Group V secretory phospholipase A₂ (gVPLA₂) is a potent inflammatory mediator in mammalian tissues that hydrolyzes phospholipids and initiates eicosanoid biosynthesis. Previous work has demonstrated that multiple inflammatory stimuli induce its expression and secretion in several cell types, including the lung endothelium. However, little is known about the mechanism(s) by which gVPLA₂ inflammatory signaling is subsequently downregulated. Therefore, in this study we characterized potential clearance mechanisms for gVPLA₂ in lung endothelial cells (EC).
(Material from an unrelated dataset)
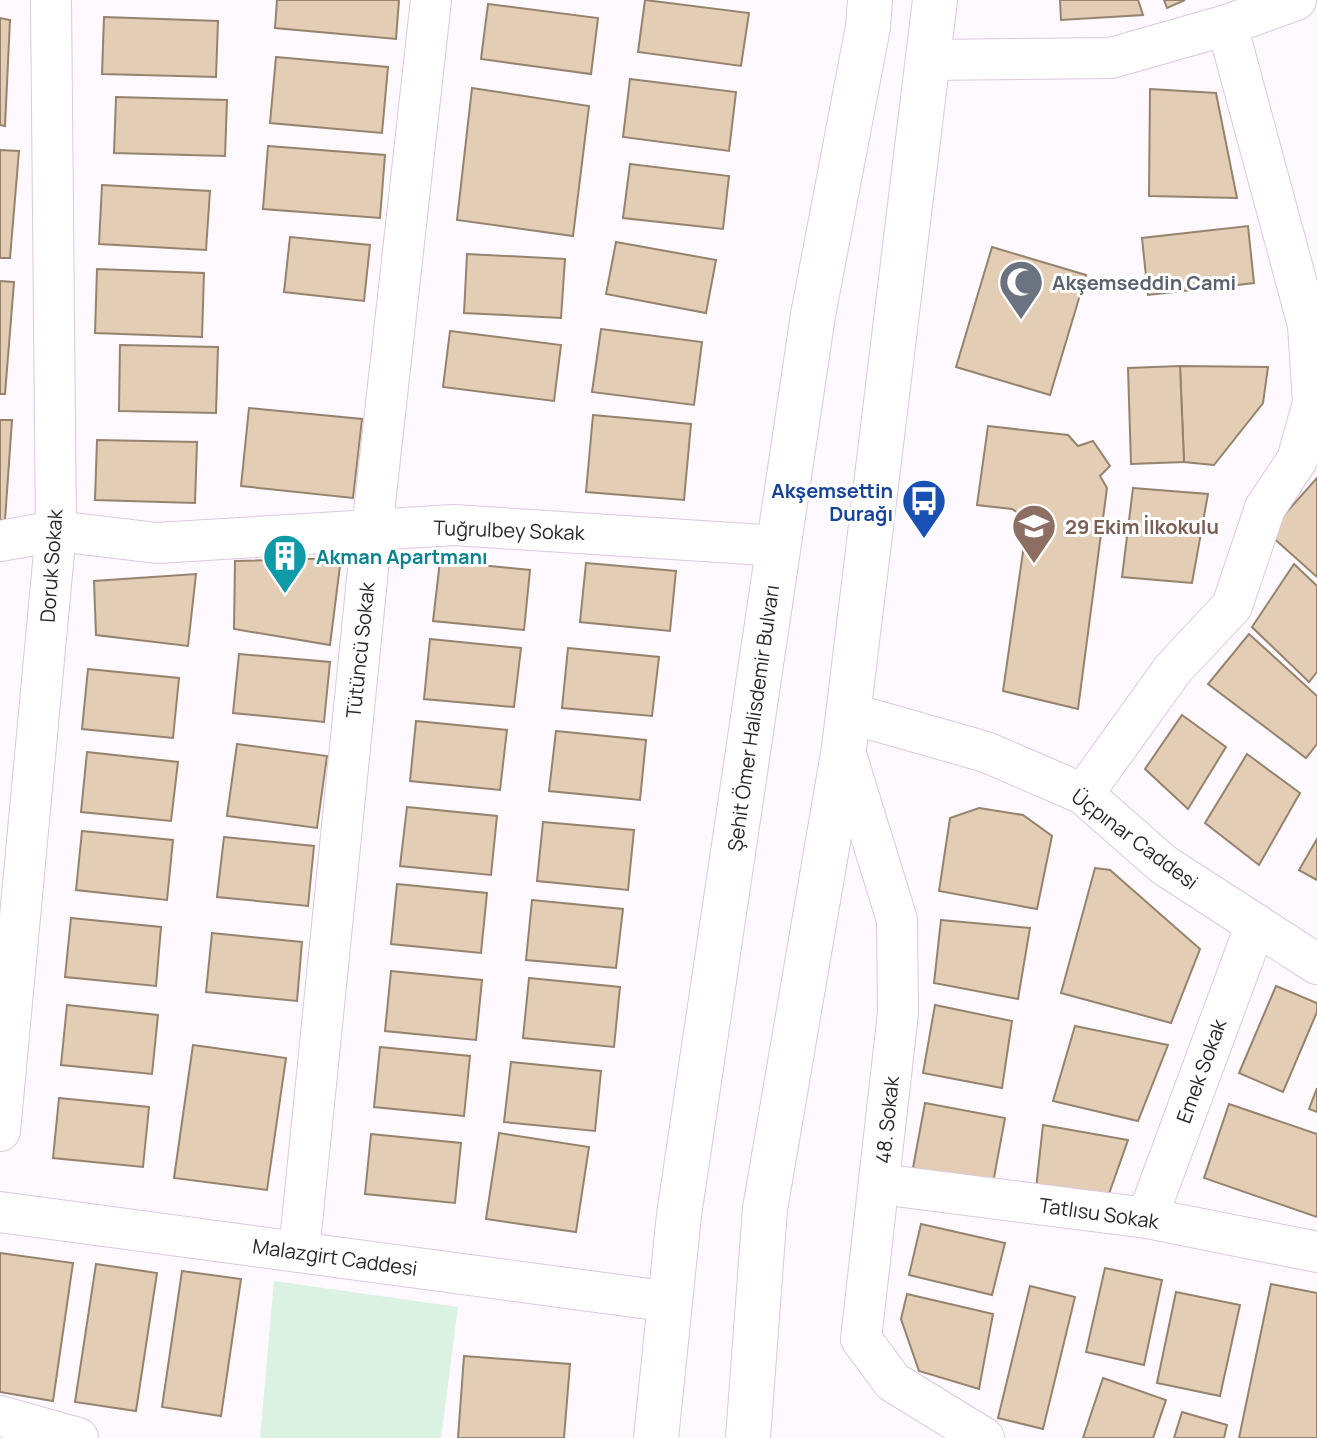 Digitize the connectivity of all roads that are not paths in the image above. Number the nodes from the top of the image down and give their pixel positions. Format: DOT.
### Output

We observed that exogenous gVPLA₂ is taken up rapidly by nutrient-starved human pulmonary artery EC (HPAEC) in vitro, and its cellular expression subsequently is reduced over several hours. In parallel experiments performed in pulmonary vascular EC isolated from mice genetically deficient in gVPLA₂, the degradation of exogenously applied gVPLA₂ occurs in a qualitatively similar fashion. This degradation is significantly attenuated in EC treated with ammonium chloride or chloroquine, which are lysosomal inhibitors that block autophagic flux. In contrast, the proteasomal inhibitor MG132 fails to prevent the clearance of gVPLA₂. Both immunofluorescence microscopy and proximity ligation assay demonstrate the co-localization of LC3 and gVPLA₂ during this process, indicating the association of gVPLA₂ with autophagosomes. Nutrient starvation, a known inducer of autophagy, is sufficient to stimulate gVPLA₂ degradation. These results suggest that a lysosome-mediated autophagy pathway contributes to gVPLA₂ clearance from lung EC. These novel observations advance our understanding of the mechanism by which this key inflammatory enzyme is downregulated in the lung vasculature.